### Problem description
Set down each record exactly as written.

### Data extract
★ ★ ★ ★
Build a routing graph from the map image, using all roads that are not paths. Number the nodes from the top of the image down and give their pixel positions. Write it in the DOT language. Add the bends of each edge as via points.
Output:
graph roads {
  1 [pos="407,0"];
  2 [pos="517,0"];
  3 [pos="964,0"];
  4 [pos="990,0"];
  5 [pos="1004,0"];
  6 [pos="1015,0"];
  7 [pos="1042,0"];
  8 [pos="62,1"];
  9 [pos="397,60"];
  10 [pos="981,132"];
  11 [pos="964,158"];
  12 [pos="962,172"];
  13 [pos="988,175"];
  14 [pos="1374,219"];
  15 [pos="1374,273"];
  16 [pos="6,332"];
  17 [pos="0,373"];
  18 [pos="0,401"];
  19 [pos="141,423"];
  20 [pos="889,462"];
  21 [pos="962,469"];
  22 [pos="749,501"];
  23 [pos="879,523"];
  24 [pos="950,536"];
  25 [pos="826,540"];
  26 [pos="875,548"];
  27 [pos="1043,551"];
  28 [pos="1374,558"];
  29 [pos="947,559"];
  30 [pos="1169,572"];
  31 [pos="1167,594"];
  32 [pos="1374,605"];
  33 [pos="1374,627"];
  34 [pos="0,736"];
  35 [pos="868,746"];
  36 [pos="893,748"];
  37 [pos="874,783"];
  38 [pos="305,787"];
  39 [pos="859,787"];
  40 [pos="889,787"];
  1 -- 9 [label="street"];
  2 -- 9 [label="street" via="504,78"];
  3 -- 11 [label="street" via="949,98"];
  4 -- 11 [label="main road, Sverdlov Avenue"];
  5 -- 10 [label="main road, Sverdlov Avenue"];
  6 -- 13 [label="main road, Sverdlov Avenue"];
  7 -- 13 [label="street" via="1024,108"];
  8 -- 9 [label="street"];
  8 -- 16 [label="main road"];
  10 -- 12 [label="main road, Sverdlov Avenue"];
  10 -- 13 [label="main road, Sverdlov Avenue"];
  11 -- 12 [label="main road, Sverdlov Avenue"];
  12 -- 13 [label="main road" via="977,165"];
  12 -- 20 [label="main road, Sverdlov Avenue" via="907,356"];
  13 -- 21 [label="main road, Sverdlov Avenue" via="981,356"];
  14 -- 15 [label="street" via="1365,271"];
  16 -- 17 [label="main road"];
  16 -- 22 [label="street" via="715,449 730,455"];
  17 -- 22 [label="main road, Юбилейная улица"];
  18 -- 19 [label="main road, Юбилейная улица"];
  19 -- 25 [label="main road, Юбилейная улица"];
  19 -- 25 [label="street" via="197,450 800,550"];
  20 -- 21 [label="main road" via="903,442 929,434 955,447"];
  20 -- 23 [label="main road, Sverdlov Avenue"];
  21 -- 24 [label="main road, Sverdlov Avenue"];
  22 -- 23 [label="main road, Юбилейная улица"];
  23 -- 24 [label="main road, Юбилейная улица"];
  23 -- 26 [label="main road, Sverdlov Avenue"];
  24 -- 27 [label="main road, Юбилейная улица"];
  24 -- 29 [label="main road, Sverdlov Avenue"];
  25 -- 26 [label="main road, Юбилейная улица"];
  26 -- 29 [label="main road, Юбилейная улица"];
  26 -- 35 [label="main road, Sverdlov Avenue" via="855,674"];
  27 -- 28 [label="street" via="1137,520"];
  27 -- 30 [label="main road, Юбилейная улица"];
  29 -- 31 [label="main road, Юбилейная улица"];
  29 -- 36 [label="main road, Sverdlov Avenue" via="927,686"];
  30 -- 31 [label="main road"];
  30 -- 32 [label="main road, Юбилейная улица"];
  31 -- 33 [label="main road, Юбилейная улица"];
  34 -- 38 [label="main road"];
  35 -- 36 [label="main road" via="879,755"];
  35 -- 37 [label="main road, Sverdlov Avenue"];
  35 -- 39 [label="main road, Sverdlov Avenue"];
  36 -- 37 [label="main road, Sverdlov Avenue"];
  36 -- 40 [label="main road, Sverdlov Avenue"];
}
★ ★ ★ ★
### Answer for this exercise
Build a routing graph from the map image, using all roads that are not paths. Number the nodes from the top of the image down and give their pixel positions. Write it in the DOT language. Add the bends of each edge as via points.
Output:
graph roads {
  1 [pos="407,0"];
  2 [pos="517,0"];
  3 [pos="964,0"];
  4 [pos="990,0"];
  5 [pos="1004,0"];
  6 [pos="1015,0"];
  7 [pos="1042,0"];
  8 [pos="62,1"];
  9 [pos="397,60"];
  10 [pos="981,132"];
  11 [pos="964,158"];
  12 [pos="962,172"];
  13 [pos="988,175"];
  14 [pos="1374,219"];
  15 [pos="1374,273"];
  16 [pos="6,332"];
  17 [pos="0,373"];
  18 [pos="0,401"];
  19 [pos="141,423"];
  20 [pos="889,462"];
  21 [pos="962,469"];
  22 [pos="749,501"];
  23 [pos="879,523"];
  24 [pos="950,536"];
  25 [pos="826,540"];
  26 [pos="875,548"];
  27 [pos="1043,551"];
  28 [pos="1374,558"];
  29 [pos="947,559"];
  30 [pos="1169,572"];
  31 [pos="1167,594"];
  32 [pos="1374,605"];
  33 [pos="1374,627"];
  34 [pos="0,736"];
  35 [pos="868,746"];
  36 [pos="893,748"];
  37 [pos="874,783"];
  38 [pos="305,787"];
  39 [pos="859,787"];
  40 [pos="889,787"];
  1 -- 9 [label="street"];
  2 -- 9 [label="street" via="504,78"];
  3 -- 11 [label="street" via="949,98"];
  4 -- 11 [label="main road, Sverdlov Avenue"];
  5 -- 10 [label="main road, Sverdlov Avenue"];
  6 -- 13 [label="main road, Sverdlov Avenue"];
  7 -- 13 [label="street" via="1024,108"];
  8 -- 9 [label="street"];
  8 -- 16 [label="main road"];
  10 -- 12 [label="main road, Sverdlov Avenue"];
  10 -- 13 [label="main road, Sverdlov Avenue"];
  11 -- 12 [label="main road, Sverdlov Avenue"];
  12 -- 13 [label="main road" via="977,165"];
  12 -- 20 [label="main road, Sverdlov Avenue" via="907,356"];
  13 -- 21 [label="main road, Sverdlov Avenue" via="981,356"];
  14 -- 15 [label="street" via="1365,271"];
  16 -- 17 [label="main road"];
  16 -- 22 [label="street" via="715,449 730,455"];
  17 -- 22 [label="main road, Юбилейная улица"];
  18 -- 19 [label="main road, Юбилейная улица"];
  19 -- 25 [label="main road, Юбилейная улица"];
  19 -- 25 [label="street" via="197,450 800,550"];
  20 -- 21 [label="main road" via="903,442 929,434 955,447"];
  20 -- 23 [label="main road, Sverdlov Avenue"];
  21 -- 24 [label="main road, Sverdlov Avenue"];
  22 -- 23 [label="main road, Юбилейная улица"];
  23 -- 24 [label="main road, Юбилейная улица"];
  23 -- 26 [label="main road, Sverdlov Avenue"];
  24 -- 27 [label="main road, Юбилейная улица"];
  24 -- 29 [label="main road, Sverdlov Avenue"];
  25 -- 26 [label="main road, Юбилейная улица"];
  26 -- 29 [label="main road, Юбилейная улица"];
  26 -- 35 [label="main road, Sverdlov Avenue" via="855,674"];
  27 -- 28 [label="street" via="1137,520"];
  27 -- 30 [label="main road, Юбилейная улица"];
  29 -- 31 [label="main road, Юбилейная улица"];
  29 -- 36 [label="main road, Sverdlov Avenue" via="927,686"];
  30 -- 31 [label="main road"];
  30 -- 32 [label="main road, Юбилейная улица"];
  31 -- 33 [label="main road, Юбилейная улица"];
  34 -- 38 [label="main road"];
  35 -- 36 [label="main road" via="879,755"];
  35 -- 37 [label="main road, Sverdlov Avenue"];
  35 -- 39 [label="main road, Sverdlov Avenue"];
  36 -- 37 [label="main road, Sverdlov Avenue"];
  36 -- 40 [label="main road, Sverdlov Avenue"];
}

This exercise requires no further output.